───── EXERCISE INPUT

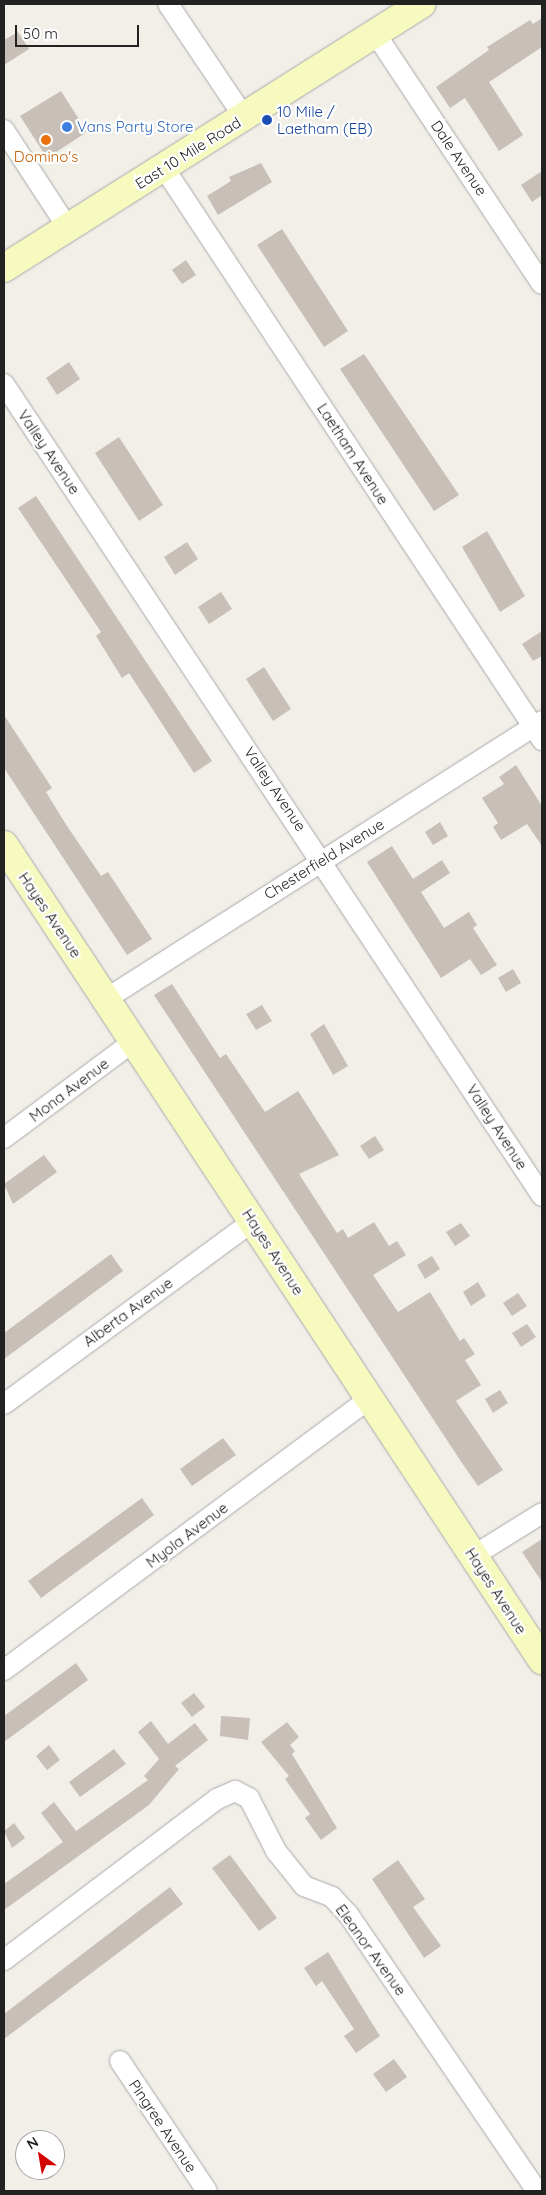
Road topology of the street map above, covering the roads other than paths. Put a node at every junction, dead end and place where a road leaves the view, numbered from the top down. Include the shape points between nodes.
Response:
1 (168, 4) edge
2 (417, 5) edge
3 (375, 33) junction
4 (244, 117) junction
5 (4, 130) edge
6 (164, 168) junction
7 (68, 228) junction
8 (4, 268) edge
9 (542, 284) edge
10 (4, 384) edge
11 (539, 729) edge
12 (322, 860) junction
13 (8, 861) edge
14 (106, 1000) junction
15 (134, 1041) junction
16 (4, 1138) edge
17 (542, 1196) edge
18 (252, 1221) junction
19 (369, 1399) junction
20 (4, 1404) edge
21 (542, 1514) edge
22 (474, 1556) junction
23 (542, 1660) edge
24 (4, 1670) edge
25 (4, 1960) edge
26 (120, 2061) dead end
27 (207, 2191) edge
28 (537, 2191) edge

1 - 4 street
2 - 3 street, East 10 Mile Road
3 - 4 street, East 10 Mile Road
3 - 9 street, Dale Avenue
4 - 6 street, East 10 Mile Road
5 - 7 street
6 - 7 street, East 10 Mile Road
6 - 11 street, Laetham Avenue
7 - 8 street, East 10 Mile Road
10 - 12 street, Valley Avenue
11 - 12 street, Chesterfield Avenue
12 - 14 street, Chesterfield Avenue
12 - 17 street, Valley Avenue
13 - 14 street, Hayes Avenue
14 - 15 street, Hayes Avenue
15 - 16 street, Mona Avenue
15 - 18 street, Hayes Avenue
18 - 19 street, Hayes Avenue
18 - 20 street, Alberta Avenue
19 - 22 street, Hayes Avenue
19 - 24 street, Myola Avenue
21 - 22 street
22 - 23 street, Hayes Avenue
25 - 28 street, Eleanor Avenue via 216,1799 235,1791 249,1798 276,1851 304,1886 332,1897 348,1914
26 - 27 street, Pingree Avenue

──────────

WHAT YOU WILL DO >>
Look through the records and gather each line with the word "Hayes".

RESPONSE >>
13 - 14 street, Hayes Avenue
14 - 15 street, Hayes Avenue
15 - 18 street, Hayes Avenue
18 - 19 street, Hayes Avenue
19 - 22 street, Hayes Avenue
22 - 23 street, Hayes Avenue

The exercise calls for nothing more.